Nothing but an exact copy of the data should be output.

[Dataset entries]
■ ■ ■ ■ ■ ■ ■
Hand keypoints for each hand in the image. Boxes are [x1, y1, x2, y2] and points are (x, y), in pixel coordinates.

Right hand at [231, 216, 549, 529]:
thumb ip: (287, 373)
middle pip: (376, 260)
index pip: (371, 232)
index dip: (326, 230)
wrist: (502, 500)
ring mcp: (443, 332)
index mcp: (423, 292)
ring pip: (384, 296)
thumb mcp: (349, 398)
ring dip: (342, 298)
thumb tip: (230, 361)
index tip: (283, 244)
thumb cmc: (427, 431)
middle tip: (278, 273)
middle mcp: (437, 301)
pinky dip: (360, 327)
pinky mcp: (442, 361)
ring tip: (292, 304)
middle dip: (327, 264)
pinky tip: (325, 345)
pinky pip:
■ ■ ■ ■ ■ ■ ■
» **ANSWER TO THIS PROBLEM**:
Hand keypoints for each hand in the image. Boxes are [x1, y1, x2, y2] and points are (x, y), in pixel coordinates.

Right hand at [231, 216, 549, 529]:
thumb ip: (287, 373)
middle pip: (376, 260)
index pip: (371, 232)
index dip: (326, 230)
wrist: (502, 500)
ring mcp: (443, 332)
index mcp: (423, 292)
ring pip: (384, 296)
thumb mcp: (349, 398)
ring dip: (342, 298)
thumb tip: (230, 361)
index tip: (283, 244)
thumb cmc: (427, 431)
middle tip: (278, 273)
middle mcp: (437, 301)
pinky dip: (360, 327)
pinky mcp: (442, 361)
ring tip: (292, 304)
middle dip: (327, 264)
pinky tip: (325, 345)
pinky pip:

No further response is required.